The Blessed Lord said: Again I shall speak about that highest wisdom which transcends all knowledge. With this wisdom all sages at the end of life have attained the final Perfection.
Embracing this wisdom, established in my Being, sages are not reborn even at the start of a new cycle of creation, nor are they troubled at the time of universal dissolution.
My womb is the Great Prakriti (Mahat-Brahma) into which I deposit the seed (of My Intelligence); this is the cause of the birth of all beings.
O Son of Kunti (Arjuna), of all forms—produced from whatsoever wombs—Great Prakriti is their original womb (Mother), and I am the seed-imparting Father.
O Mighty-armed (Arjuna)! the gunas inherent in Prakriti—sattva, rajas, and tamas—imprison in the body the Imperishable Dweller.
O Sinless One (Arjuna)! of these three gunas, the stainless sattva gives enlightenment and health. Nevertheless, it binds man through attachment to happiness and attachment to knowledge.
O Son of Kunti (Arjuna), understand that the activating rajas is imbued with passion, giving birth to desire and attachment; it strongly binds the embodied soul by a clinging to works.
O Bharata (Arjuna)! know that tamas arises from ignorance, deluding all embodied beings. It binds them by misconception, idleness, and slumber.
Sattva attaches one to happiness; rajas to activity; and tamas, by eclipsing the power of discrimination, to miscomprehension.
Sometimes sattva is predominant, overpowering rajas and tamas; sometimes rajas prevails, not sattva or tamas; and sometimes tamas obscures sattva and rajas.
One may know that sattva is prevalent when the light of wisdom shines through all the sense gates of the body.
Preponderance of rajas causes greed, activity, undertaking of works, restlessness, and desire.
Tamas as the ruling guna produces darkness, sloth, neglect of duties, and delusion.
A man who dies with sattva qualities predominant rises to the taintless regions in which dwell knowers of the Highest.
When rajas prevails at the time of death, a person is reborn among those attached to activity. He who dies permeated with tamas enters the wombs (environment, family, state of existence) of the deeply deluded.
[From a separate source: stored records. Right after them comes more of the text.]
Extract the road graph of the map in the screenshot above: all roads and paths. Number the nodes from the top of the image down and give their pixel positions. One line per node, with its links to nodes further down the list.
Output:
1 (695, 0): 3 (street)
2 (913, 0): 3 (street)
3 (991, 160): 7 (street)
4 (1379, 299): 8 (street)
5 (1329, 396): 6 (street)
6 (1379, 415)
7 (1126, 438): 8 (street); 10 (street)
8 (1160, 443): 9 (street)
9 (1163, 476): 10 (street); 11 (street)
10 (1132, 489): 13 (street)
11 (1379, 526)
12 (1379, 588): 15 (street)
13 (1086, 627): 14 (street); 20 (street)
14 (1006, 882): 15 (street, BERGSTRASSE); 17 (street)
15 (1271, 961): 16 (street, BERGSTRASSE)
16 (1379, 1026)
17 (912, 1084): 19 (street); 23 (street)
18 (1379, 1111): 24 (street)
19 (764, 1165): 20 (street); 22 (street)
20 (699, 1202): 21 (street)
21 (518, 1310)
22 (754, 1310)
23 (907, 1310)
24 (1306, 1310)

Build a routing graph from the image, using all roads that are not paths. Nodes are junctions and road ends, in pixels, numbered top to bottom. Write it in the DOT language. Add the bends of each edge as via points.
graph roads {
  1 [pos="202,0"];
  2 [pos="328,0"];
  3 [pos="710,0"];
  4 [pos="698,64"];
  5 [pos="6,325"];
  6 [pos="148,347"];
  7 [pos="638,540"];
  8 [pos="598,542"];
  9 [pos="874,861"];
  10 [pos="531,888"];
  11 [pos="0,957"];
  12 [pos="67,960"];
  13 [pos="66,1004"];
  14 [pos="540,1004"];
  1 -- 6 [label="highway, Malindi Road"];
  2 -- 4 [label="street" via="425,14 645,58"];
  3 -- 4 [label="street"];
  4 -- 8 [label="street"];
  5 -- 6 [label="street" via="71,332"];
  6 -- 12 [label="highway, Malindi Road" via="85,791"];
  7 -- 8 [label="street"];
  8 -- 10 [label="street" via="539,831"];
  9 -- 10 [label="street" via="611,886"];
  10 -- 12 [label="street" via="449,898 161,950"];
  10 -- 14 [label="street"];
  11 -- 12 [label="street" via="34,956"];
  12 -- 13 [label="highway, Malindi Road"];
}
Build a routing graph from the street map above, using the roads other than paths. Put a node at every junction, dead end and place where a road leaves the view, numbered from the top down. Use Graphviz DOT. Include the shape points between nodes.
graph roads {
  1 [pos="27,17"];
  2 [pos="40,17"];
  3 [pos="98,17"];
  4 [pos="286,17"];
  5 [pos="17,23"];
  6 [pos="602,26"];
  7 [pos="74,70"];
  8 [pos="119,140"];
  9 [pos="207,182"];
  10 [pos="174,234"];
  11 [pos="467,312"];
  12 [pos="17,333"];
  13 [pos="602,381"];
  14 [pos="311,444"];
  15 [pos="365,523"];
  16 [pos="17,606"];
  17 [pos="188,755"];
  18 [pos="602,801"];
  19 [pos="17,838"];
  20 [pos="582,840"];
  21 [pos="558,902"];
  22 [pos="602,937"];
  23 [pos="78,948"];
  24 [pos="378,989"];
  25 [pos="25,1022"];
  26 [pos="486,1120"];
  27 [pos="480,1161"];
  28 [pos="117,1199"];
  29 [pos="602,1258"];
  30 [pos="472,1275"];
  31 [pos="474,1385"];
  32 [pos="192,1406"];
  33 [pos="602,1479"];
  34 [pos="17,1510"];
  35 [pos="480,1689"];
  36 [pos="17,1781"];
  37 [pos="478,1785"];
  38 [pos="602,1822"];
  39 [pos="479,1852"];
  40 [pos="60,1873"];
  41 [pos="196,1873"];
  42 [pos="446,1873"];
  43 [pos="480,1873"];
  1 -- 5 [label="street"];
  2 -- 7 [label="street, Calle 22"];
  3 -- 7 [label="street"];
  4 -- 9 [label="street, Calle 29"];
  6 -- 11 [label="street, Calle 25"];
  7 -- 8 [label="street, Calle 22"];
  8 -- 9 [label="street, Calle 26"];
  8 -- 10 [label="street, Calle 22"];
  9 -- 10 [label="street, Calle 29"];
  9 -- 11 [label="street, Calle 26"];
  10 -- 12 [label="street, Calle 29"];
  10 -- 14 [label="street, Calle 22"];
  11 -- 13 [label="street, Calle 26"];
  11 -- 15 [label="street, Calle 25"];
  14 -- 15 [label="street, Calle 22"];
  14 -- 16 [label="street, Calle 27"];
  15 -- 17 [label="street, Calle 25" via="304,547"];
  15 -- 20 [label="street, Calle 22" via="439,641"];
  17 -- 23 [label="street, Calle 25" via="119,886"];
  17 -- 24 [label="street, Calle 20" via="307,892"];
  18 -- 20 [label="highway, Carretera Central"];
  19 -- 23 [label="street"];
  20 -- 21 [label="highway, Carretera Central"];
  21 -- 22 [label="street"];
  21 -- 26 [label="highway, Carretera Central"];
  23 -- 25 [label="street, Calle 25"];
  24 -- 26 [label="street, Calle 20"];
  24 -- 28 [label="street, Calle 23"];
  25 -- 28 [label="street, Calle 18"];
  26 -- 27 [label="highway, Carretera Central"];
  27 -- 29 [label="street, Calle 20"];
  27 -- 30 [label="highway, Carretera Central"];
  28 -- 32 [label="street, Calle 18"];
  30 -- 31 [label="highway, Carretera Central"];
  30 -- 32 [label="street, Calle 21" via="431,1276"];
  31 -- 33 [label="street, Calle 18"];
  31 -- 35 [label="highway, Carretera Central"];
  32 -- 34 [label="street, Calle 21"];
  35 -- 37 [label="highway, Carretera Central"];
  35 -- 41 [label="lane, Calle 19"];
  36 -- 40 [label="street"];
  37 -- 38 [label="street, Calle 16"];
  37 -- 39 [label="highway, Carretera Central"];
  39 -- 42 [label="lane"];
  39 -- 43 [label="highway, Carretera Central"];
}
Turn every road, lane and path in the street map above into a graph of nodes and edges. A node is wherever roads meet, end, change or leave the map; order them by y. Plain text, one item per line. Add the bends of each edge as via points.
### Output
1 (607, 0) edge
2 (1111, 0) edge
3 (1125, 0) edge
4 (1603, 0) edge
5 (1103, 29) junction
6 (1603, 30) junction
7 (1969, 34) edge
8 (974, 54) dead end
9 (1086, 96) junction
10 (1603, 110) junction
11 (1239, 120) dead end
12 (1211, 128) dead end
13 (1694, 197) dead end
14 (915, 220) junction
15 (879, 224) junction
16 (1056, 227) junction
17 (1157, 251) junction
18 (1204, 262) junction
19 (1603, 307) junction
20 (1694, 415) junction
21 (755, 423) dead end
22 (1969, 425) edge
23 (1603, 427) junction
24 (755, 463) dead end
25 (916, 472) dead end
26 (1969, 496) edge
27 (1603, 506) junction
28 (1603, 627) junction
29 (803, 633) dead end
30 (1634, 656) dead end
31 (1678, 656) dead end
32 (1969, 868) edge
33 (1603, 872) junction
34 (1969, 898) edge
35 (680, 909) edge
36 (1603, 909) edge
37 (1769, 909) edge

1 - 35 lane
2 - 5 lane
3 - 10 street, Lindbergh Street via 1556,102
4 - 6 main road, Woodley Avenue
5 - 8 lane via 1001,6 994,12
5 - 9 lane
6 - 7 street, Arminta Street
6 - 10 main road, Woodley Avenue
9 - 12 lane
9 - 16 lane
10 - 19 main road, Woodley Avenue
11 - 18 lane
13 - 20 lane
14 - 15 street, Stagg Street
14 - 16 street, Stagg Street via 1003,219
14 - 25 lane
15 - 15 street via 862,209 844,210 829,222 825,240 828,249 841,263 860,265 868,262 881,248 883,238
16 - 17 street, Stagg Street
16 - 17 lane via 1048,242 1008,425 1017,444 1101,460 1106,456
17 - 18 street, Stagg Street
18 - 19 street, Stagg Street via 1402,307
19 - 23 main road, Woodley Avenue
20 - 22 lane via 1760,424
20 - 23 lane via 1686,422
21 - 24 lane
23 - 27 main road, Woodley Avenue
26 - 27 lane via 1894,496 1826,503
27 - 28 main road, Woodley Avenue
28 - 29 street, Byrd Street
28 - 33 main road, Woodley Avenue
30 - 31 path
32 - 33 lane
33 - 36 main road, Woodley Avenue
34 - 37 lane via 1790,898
It is said (by the sages) that the fruit of sattvic actions is harmony and purity. The fruit of rajasic actions is pain. The fruit of tamasic actions is ignorance.
Wisdom arises from sattva; greed from rajas; and heedlessness, delusion, and ignorance from tamas.
Those established in sattva go upward; the rajasic dwell in the middle; those men descend who are engrossed in the lowest guna—tamas.
When the seer perceives (in creation) no agent except the three modes, and cognizes That which is higher than the gunas, he enters My Being.
Having transcended the three modes of Nature—the cause of physical embodiment—a man is released from the sufferings of birth, old age, and death; he attains immortality.
Arjuna said: O Lord, what signs distinguish the man who has transcended the three modes? What is his behavior? How does he rise beyond the triple qualities?
The Blessed Lord said: O Pandava (Arjuna), he who does not abhor the presence of the gunas—illumination, activity, and ignorance—nor deplore their absence;
Remaining like one unconcerned, undisturbed by the three modes—realizing that they alone are operating throughout creation; not oscillating in mind but ever Self-centered;
Unaffected by joy and sorrow, praise and blame—secure in his divine nature; regarding with an equal eye a clod of clay, a stone, and gold; the same in his attitude toward pleasant or unpleasant (men and experiences); firm-minded;
Uninfluenced by respect or insult; treating friend and enemy alike; abandoning all delusions of personal doership—he it is who has transcended the triple qualities!
He who serves Me with undeviating devotion transcends the gunas and is qualified to become Brahman.
For I am the basis of the Infinite, the Immortal, the Indestructible; and of eternal Dharma and unalloyed Bliss.